WHAT YOU WILL DO: Every line of the entries below that includes "dead" belongs in the answer, copied as written.
-- PROVIDED RECORDS follows --
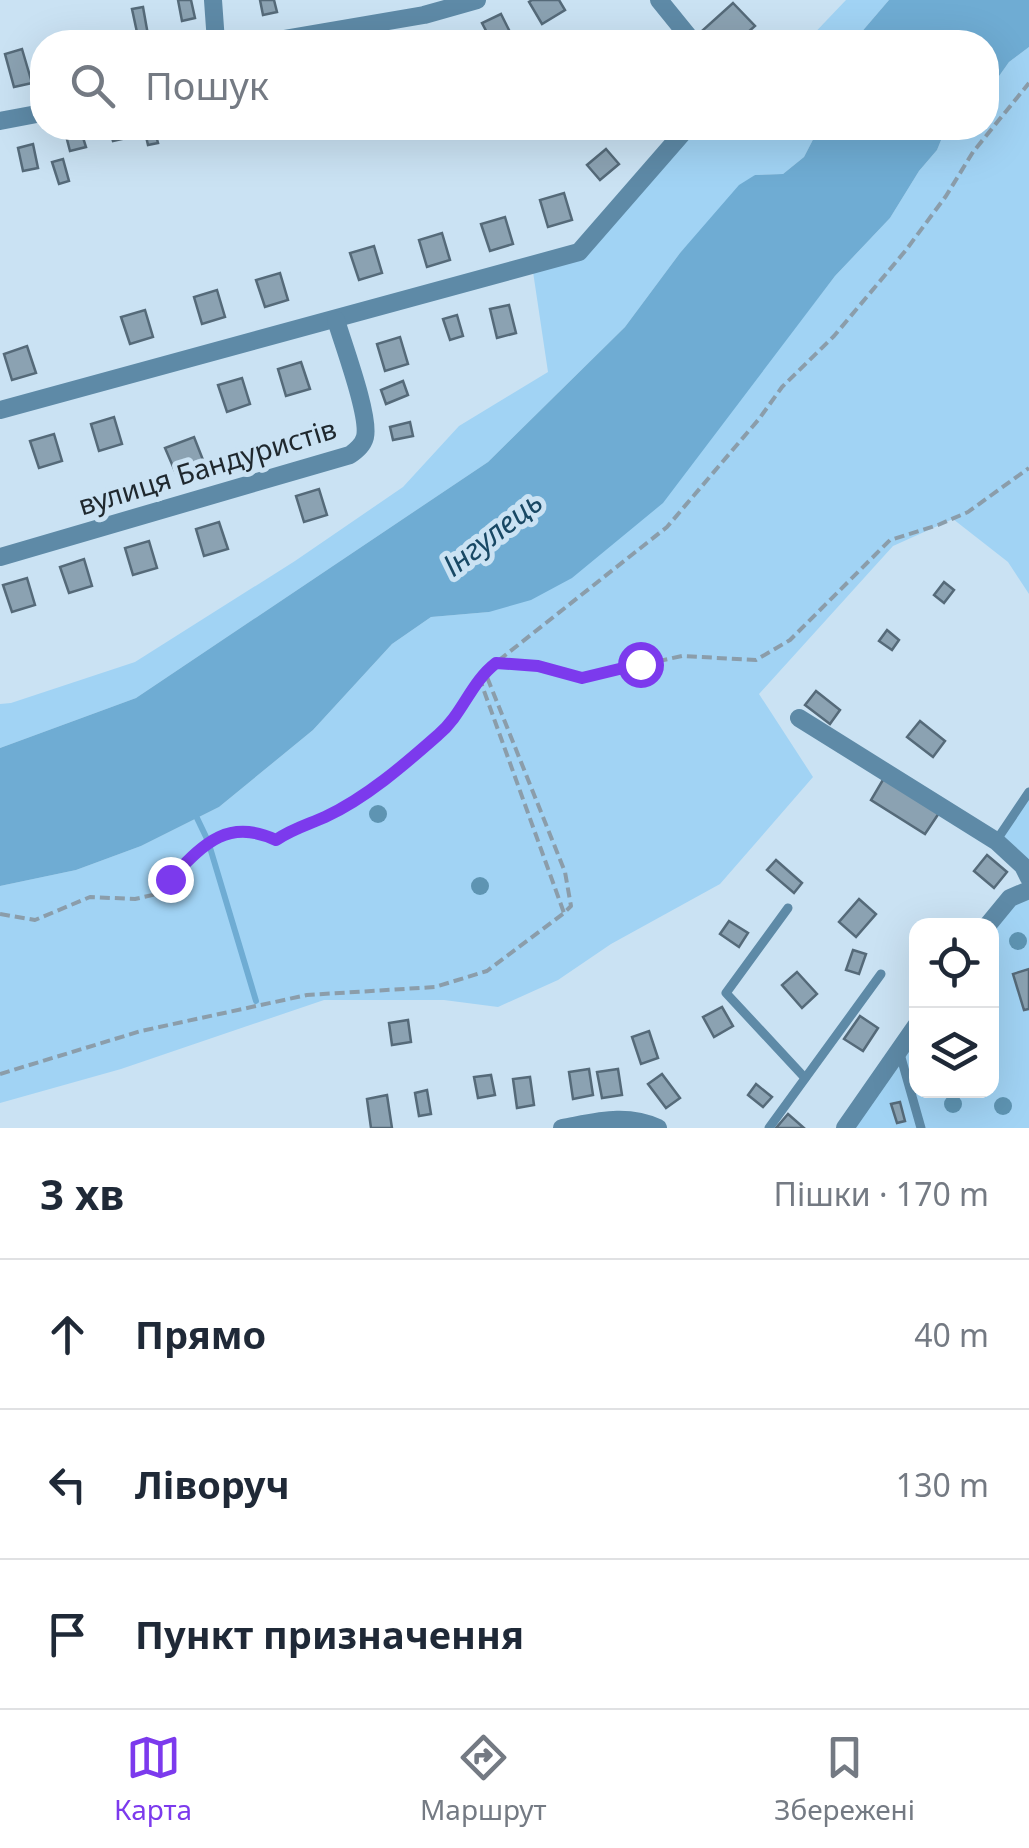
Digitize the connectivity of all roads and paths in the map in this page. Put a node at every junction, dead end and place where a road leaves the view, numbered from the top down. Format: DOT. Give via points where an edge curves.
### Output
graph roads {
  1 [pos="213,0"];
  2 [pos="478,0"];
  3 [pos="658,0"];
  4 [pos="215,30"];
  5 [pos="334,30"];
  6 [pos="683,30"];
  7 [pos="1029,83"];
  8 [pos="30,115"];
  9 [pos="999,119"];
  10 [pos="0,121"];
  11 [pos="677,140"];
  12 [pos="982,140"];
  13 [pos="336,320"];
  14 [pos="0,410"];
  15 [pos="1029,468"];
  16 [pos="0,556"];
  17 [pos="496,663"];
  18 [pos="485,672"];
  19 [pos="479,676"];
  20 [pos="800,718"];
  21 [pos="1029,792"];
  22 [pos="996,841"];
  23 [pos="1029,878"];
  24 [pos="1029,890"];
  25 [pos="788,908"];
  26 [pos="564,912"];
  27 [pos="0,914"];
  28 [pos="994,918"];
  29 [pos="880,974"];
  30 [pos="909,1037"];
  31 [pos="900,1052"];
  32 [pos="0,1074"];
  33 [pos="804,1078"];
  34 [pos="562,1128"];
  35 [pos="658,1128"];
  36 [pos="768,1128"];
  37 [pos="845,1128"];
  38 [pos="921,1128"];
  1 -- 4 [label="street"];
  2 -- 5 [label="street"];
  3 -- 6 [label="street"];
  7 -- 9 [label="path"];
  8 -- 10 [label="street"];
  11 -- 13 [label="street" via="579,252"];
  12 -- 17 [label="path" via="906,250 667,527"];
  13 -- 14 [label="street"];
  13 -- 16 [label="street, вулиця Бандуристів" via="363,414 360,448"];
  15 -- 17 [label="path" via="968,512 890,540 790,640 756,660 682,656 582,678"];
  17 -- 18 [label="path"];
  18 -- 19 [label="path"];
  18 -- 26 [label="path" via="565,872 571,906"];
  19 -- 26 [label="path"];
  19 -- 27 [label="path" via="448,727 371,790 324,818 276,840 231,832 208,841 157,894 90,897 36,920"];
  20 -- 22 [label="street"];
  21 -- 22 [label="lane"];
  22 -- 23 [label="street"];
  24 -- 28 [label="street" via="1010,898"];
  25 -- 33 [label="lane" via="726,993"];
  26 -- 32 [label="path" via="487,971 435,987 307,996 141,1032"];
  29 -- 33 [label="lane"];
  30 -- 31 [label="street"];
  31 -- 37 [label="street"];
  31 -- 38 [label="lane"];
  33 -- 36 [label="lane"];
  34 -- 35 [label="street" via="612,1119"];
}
-- PROVIDED RECORDS concluded --
-- PROVIDED RECORDS follows --
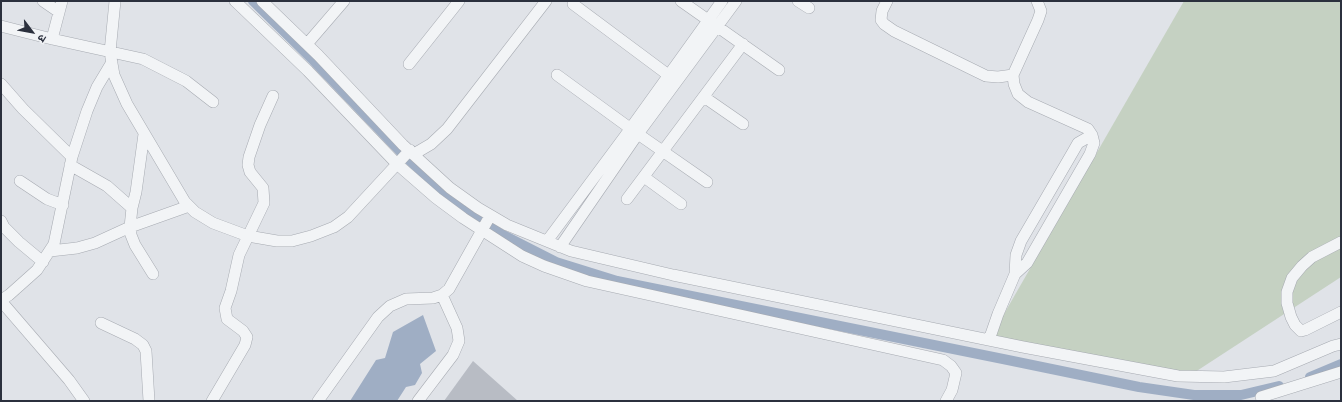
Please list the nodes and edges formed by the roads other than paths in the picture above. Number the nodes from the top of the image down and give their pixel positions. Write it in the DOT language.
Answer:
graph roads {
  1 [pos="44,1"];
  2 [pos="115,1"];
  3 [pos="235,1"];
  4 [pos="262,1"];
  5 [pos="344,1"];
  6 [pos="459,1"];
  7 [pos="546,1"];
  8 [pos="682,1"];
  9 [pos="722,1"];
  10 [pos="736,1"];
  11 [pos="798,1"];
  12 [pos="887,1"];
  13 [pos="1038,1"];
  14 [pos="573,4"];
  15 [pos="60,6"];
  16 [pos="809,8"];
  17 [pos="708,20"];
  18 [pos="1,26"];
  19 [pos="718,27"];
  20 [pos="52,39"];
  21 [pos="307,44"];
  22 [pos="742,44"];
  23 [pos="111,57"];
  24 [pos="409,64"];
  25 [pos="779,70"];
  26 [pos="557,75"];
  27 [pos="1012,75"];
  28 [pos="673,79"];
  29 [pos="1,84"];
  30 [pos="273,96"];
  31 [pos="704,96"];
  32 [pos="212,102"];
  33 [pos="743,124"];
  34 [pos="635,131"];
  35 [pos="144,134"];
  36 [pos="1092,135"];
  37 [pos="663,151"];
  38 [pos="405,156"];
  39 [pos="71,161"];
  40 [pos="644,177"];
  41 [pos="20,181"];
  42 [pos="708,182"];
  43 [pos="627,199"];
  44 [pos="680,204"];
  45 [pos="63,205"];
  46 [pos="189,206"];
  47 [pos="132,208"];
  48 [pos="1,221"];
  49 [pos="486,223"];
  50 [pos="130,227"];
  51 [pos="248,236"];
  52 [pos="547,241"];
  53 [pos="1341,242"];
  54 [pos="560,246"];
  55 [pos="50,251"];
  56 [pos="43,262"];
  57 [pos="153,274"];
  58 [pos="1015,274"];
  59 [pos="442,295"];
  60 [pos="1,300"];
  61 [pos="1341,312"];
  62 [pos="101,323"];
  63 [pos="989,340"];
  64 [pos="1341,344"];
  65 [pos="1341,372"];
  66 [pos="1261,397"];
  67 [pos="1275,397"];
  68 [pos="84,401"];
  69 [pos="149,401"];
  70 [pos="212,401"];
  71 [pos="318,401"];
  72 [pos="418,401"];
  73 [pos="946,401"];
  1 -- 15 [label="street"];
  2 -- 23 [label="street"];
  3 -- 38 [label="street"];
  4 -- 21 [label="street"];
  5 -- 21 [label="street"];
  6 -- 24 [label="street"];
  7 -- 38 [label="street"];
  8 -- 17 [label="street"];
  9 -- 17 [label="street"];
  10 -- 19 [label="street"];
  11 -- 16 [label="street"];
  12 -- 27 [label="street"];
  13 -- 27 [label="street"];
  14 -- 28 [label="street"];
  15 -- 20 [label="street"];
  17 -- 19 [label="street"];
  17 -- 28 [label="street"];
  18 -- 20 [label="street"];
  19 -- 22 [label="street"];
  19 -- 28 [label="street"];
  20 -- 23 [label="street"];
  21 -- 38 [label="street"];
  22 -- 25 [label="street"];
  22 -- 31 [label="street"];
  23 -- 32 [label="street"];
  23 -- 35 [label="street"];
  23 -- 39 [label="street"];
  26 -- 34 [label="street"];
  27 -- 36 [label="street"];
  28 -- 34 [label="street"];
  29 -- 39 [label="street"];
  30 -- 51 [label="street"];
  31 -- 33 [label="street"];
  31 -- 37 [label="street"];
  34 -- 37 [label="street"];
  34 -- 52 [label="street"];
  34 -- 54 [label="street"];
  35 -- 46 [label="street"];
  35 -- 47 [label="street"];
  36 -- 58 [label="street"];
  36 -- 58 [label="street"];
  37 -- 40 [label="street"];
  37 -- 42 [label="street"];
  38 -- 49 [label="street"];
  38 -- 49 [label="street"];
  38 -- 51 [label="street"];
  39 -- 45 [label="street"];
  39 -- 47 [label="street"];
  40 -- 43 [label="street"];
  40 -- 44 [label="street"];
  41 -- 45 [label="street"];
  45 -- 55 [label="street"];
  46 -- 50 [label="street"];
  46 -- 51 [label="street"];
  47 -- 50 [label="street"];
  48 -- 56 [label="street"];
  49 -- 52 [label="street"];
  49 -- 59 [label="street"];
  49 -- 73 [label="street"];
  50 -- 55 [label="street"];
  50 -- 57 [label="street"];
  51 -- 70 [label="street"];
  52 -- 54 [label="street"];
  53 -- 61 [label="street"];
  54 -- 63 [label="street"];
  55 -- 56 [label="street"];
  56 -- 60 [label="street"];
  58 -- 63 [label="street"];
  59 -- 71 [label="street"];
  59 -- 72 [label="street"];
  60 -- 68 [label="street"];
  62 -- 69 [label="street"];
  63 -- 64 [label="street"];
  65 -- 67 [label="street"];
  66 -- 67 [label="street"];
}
-- PROVIDED RECORDS concluded --
-- PROVIDED RECORDS follows --
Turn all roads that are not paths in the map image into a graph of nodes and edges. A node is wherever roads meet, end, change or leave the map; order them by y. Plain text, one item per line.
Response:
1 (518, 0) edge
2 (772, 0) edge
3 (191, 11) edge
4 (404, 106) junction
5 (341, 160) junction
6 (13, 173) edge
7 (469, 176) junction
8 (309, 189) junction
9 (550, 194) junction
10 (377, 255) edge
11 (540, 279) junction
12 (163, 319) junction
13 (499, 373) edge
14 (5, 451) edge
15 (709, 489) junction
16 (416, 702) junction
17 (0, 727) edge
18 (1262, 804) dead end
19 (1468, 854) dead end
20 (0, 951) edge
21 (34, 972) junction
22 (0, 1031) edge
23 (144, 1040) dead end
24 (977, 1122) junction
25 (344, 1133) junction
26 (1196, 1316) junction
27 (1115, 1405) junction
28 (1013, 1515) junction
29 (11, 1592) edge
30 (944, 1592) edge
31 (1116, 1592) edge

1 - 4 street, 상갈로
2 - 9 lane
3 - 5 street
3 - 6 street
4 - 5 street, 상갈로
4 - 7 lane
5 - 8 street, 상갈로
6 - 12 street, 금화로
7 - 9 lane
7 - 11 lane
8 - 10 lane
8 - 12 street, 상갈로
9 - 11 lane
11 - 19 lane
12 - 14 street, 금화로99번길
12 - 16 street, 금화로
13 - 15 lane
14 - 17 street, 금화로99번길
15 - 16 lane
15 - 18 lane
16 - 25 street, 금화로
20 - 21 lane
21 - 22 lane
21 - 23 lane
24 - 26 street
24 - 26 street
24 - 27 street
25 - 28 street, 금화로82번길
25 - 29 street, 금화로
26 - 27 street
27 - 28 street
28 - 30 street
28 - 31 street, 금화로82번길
-- PROVIDED RECORDS concluded --
ANSWER BELOW:
Digitize the connectivity of all roads and paths in the map in this page. Put a node at every junction, dead end and place where a road leaves the view, numbered from the top down. Format: DOT. Give via points where an edge curves.
18 (1262, 804) dead end
19 (1468, 854) dead end
23 (144, 1040) dead end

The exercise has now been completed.